Juxtaposing headlines such as “Over 2.5 billion people live on less than $2 a day” and “Nations must invest $37 trillion in energy technologies by 2030 to stabilize greenhouse gas emissions at sustainable levels”, the group behind the leak asserts that “decisions should be based on all the information we can get, not on hiding the decline”.

It goes on to state that it has not released a further 220,000 emails it has obtained, and adds that it has no plans to release them in the future.

Michael Mann, director of the Earth System Science Centre at Penn State University, whose correspondence is believed to be included in the leaked material, told The Guardian that the leak was “truly pathetic”.

“They look like mine [my emails] but I hardly see anything that appears damning at all, despite them having been taken out of context,” he said.

“I guess they [the group that leaked the material] had very little left to work with, having culled in the first round the emails that could most easily be taken out of context to try to make me look bad.”

Professor Mann blamed the release on people linked to the “fossil fuel industry”.

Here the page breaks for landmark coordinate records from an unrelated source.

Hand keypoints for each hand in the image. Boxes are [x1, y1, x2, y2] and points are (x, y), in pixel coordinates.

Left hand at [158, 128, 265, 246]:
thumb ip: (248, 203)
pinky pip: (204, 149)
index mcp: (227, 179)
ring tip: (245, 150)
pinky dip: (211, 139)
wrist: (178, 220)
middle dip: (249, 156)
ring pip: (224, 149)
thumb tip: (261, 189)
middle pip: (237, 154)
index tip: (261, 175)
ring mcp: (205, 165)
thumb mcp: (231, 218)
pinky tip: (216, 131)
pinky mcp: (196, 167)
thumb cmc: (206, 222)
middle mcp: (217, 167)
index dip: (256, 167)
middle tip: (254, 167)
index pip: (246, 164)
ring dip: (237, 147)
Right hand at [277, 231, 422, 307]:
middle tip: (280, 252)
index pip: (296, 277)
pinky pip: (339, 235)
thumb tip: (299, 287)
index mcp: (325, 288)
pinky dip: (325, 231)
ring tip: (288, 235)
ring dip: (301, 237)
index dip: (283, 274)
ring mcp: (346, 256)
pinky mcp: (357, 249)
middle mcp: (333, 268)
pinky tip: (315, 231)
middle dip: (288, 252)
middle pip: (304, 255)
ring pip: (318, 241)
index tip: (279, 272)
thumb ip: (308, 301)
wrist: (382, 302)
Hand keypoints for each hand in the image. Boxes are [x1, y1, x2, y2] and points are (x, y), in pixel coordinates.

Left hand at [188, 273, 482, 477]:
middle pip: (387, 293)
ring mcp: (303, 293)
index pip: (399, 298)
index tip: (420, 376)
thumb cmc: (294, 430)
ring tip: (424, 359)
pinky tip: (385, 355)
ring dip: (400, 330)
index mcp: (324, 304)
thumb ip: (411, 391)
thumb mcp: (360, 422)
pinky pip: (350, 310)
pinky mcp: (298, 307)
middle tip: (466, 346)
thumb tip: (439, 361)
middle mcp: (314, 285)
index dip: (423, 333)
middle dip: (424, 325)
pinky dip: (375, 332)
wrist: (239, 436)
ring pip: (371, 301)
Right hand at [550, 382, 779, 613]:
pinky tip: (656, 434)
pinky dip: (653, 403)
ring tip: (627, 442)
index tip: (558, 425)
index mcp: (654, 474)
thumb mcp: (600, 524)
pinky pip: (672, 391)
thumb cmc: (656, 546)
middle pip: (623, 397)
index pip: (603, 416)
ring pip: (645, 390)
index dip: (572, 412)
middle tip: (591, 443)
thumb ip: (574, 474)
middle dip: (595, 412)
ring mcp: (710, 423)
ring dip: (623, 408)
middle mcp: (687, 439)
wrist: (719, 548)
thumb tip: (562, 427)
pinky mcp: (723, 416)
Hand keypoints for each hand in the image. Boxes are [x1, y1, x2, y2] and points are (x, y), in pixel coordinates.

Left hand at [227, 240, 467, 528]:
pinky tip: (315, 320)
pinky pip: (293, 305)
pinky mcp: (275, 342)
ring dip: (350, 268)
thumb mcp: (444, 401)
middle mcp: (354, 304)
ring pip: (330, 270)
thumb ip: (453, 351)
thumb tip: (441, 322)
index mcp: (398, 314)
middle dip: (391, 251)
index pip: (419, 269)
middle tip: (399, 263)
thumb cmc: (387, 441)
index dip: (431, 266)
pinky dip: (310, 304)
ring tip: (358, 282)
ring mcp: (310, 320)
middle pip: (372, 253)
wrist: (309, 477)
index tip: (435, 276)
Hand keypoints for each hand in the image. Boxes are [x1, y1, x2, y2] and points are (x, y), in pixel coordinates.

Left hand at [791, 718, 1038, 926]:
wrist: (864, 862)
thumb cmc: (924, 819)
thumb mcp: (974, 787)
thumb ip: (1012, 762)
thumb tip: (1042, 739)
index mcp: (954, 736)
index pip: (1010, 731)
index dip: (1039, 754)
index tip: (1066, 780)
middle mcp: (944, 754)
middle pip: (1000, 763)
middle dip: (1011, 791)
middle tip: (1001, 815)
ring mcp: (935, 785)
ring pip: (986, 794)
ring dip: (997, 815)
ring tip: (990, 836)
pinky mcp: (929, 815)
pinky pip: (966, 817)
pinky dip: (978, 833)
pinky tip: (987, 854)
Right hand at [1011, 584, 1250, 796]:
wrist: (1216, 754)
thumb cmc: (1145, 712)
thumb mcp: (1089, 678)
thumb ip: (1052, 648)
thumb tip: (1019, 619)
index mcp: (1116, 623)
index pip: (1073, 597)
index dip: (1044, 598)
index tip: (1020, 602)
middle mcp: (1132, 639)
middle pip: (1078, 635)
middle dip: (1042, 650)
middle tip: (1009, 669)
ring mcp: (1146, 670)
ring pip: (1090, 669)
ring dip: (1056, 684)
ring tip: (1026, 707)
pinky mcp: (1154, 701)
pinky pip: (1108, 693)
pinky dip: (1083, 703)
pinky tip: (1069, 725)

He said the “smear and innuendo” tactics being employed against climate scientists were “right out of the tried-and-true playbook of climate change denial”.

The original leak led to three inquiries on the content of the emails. Although the scientists were criticised for a “bunker mentality”, both they and UEA were cleared of any impropriety by all three inquiries.

Bob Ward, policy and communications director at the Grantham Research Institute on Climate Change and the Environment at London School of Economics, noted the timing of the leak ahead of next week’s climate change summit in South Africa.

“The selective presentation of old email messages is clearly designed to mislead the public and politicians about the strength of the evidence for man-made climate change, in the hope that governments will stop their efforts to reach an agreement on international action to reduce greenhouse gas emissions,” he said.

Dismissing the idea that the emails cast any doubt on the existence and causes of climate change, he said: “These emails, like the last batch, show that climate researchers are human and prone to the same rivalries and disputes that occur in many professions.”

In a statement, UEA criticises the leak as a “carefully-timed attempt to reignite controversy” and says that quotes taken from the emails are being presented “completely out of context”.

“While we have had only a limited opportunity to look at this latest post of 5,000 emails, we have no evidence of a recent breach of our systems.

“If genuine, (the sheer volume of material makes it impossible to confirm at present that they are all genuine) these emails have the appearance of having been held back after the theft of data and emails in 2009 to be released at a time designed to cause maximum disruption to the imminent international climate talks.”